第6章 キスの味
「なんで倒れたの?」って夕凪が聞く。またごちゃごちゃ気にするだろうから言いたくなかったんだけど、俺の生き方を隠す理由もないし、18の誕生日までに、最低でも赫は使えるようになりたいから脳が限界に達するまで無下限使ってみたって説明した。
案の定、夕凪は申し訳なさそうなツラしてた。そして急に俺を寝かせたくなったようだ。
「悟くんもう休んで。少し横になりなよ」
眠る気なんてない俺を無理やりベッドの上に座らせて布団被せてきやがった。頭から被せたら息苦しいだろうが。
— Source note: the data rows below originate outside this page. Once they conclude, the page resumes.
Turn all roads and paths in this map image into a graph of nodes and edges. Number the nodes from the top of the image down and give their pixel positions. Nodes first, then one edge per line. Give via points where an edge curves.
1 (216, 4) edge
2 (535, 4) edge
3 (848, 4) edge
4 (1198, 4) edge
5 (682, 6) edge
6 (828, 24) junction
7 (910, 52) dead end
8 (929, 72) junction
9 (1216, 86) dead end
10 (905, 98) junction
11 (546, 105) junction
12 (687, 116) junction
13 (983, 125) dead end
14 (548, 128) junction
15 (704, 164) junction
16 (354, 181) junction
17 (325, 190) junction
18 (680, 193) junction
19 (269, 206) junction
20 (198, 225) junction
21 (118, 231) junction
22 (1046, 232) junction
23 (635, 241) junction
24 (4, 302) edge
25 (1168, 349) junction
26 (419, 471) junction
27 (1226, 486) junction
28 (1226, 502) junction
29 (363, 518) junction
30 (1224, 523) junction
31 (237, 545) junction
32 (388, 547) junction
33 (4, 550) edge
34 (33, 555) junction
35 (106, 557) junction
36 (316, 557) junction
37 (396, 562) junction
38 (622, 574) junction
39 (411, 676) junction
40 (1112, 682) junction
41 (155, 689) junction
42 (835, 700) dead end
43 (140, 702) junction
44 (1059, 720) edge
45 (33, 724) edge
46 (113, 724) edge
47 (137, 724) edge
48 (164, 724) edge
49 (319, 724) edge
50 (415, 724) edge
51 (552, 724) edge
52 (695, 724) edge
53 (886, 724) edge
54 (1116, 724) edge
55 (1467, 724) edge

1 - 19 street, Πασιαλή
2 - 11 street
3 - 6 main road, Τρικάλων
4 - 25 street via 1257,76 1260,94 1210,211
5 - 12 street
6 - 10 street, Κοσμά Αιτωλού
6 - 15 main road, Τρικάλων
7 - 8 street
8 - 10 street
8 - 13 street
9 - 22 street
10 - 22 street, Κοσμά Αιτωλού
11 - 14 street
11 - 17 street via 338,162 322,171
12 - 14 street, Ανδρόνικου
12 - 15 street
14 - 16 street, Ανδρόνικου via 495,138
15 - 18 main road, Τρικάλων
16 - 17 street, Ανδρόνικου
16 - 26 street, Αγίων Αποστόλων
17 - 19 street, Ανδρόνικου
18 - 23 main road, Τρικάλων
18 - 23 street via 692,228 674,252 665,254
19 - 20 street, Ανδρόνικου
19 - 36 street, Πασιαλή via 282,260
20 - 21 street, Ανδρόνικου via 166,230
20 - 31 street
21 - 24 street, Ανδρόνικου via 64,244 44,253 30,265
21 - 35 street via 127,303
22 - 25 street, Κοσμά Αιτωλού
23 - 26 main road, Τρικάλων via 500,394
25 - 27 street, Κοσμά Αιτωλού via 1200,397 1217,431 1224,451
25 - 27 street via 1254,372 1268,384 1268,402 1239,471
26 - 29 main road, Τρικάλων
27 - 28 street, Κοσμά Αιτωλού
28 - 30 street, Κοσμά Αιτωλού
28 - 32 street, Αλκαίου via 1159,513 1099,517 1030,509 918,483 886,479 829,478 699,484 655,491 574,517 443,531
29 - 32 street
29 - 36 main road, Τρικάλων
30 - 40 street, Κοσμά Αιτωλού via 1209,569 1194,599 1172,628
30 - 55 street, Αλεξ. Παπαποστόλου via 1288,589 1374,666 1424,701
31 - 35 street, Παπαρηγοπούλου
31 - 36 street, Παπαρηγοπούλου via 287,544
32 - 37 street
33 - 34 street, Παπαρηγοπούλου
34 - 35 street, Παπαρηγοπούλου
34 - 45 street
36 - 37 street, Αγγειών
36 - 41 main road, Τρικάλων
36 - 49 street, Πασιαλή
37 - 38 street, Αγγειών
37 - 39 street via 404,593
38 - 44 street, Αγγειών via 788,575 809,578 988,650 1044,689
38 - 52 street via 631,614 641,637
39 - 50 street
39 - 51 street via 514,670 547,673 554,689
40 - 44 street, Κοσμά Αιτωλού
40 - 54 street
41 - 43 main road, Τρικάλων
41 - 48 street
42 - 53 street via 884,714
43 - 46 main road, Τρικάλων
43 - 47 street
歯磨きやら着替えも命じられて、まるでガキみてぇな扱い。実は昼間、結構眠ったからあまり眠くないんだよね。加えてショートスリーパーだし、21時なんてこれから俺が活動するといっても過言じゃない時間帯なんだけど……。
「別に眠くねーし」
「奥様から頂いたあの漢方の中には少し眠くなる成分も含まれてるから目を閉じてたら眠くなるよ。寝るまで見てる」
「悪趣味だな」
「つべこべいわずに寝て!」
若干キレてるみたいだから、仕方なく横になる。布団かけられて部屋の照明を落とされた。気にせずに寝ろっていうけど、寝るまで見てるって言われて寝れるかよ。
しかも好きな女に……。
夕凪の事、諦めて、もう離すかなんて思ったけど、そんなのやっぱり出来そうにねぇ。さっきうどん食いながら夕凪が好きだとあらためて思った。